### TASK INSTRUCTIONS
For every line in the records below that holds "road", make a copy.

### RECORD EXTRACTS

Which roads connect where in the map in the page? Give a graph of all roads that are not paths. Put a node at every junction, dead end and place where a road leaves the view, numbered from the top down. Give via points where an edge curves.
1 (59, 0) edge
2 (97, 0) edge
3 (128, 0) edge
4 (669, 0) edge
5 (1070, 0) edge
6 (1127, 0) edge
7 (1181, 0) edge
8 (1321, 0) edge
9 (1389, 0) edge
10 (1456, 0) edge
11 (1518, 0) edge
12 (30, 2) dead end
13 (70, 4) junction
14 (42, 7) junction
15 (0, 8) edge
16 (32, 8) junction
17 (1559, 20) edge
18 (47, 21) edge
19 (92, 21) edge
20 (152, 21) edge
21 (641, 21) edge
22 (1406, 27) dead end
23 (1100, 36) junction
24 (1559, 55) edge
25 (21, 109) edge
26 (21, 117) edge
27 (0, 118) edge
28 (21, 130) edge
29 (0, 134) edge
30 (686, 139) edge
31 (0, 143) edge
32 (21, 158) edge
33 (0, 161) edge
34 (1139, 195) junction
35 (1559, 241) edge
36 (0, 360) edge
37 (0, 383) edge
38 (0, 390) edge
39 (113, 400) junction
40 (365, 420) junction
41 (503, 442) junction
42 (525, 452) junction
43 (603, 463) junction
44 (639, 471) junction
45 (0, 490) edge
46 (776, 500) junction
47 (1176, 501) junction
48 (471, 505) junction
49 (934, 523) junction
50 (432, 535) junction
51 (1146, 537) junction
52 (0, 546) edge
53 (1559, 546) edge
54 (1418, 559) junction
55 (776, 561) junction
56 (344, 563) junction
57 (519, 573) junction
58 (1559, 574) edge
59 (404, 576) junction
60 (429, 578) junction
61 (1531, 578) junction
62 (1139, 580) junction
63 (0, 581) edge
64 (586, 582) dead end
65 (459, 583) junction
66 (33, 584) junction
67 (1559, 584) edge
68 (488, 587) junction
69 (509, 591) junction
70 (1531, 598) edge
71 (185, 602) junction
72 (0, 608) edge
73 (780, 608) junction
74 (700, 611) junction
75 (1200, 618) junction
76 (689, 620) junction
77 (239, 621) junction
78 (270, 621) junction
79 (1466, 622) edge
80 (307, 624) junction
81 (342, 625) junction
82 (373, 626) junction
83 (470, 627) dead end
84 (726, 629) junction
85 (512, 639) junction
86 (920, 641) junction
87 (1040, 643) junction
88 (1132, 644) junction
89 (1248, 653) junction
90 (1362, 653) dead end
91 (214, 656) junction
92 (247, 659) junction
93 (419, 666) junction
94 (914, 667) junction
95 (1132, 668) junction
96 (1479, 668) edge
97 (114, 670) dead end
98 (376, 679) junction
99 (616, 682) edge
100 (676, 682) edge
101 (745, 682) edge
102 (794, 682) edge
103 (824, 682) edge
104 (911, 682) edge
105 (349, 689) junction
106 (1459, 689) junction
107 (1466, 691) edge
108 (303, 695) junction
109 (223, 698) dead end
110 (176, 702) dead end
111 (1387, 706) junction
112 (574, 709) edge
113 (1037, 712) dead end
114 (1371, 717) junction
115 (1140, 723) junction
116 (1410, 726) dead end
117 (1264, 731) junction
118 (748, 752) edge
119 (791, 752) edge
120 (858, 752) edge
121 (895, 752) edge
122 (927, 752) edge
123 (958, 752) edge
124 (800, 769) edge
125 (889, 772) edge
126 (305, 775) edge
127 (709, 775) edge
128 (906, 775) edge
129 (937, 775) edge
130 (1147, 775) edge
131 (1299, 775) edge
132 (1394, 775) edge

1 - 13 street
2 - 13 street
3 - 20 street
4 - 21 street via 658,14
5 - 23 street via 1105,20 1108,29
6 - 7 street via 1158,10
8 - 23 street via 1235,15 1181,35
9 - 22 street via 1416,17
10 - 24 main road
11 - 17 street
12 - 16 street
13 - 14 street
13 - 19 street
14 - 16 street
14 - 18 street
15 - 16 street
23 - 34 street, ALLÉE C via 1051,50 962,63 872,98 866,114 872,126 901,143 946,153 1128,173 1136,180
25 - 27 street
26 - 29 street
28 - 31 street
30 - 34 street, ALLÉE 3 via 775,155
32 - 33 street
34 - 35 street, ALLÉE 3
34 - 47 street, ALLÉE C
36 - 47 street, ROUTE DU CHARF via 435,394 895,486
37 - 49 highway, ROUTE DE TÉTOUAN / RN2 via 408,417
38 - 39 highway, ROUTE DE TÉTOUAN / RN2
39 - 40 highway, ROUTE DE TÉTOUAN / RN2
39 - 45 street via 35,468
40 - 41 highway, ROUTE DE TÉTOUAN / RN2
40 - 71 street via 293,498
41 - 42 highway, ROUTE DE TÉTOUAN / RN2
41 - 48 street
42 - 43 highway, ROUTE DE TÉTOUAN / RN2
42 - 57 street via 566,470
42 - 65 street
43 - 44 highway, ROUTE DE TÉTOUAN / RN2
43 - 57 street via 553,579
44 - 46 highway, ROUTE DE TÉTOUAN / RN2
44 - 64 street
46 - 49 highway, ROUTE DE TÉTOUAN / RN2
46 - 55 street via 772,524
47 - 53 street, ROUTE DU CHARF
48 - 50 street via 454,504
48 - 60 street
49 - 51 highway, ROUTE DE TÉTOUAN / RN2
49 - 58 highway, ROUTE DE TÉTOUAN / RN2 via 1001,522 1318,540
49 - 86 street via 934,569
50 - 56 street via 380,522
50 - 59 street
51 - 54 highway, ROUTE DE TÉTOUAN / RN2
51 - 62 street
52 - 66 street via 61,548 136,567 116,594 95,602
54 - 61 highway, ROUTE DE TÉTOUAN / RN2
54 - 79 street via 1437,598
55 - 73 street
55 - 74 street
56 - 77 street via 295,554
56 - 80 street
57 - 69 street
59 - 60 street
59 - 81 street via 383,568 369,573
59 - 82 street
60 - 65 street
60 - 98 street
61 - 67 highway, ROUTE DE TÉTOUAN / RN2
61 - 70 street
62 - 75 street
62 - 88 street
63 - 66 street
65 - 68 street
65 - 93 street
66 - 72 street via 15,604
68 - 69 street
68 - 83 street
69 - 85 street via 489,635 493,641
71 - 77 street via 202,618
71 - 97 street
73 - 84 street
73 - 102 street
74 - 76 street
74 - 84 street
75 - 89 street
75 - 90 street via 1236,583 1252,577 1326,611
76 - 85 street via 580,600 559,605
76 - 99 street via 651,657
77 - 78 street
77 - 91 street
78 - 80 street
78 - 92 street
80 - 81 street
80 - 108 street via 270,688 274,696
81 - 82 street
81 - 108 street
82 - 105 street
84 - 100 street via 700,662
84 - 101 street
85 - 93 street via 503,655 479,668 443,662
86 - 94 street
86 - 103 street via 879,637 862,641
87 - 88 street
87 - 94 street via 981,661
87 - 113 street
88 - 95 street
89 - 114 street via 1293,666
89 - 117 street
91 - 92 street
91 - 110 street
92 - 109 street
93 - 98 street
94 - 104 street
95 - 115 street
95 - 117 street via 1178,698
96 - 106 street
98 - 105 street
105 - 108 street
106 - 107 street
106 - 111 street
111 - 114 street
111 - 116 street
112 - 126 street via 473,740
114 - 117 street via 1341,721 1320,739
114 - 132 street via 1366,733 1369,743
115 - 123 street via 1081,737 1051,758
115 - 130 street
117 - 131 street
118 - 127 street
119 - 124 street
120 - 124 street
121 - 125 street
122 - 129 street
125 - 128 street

### TASK RESULT
Which roads connect where in the map in the page? Give a graph of all roads that are not paths. Put a node at every junction, dead end and place where a road leaves the view, numbered from the top down. Give via points where an edge curves.
10 - 24 main road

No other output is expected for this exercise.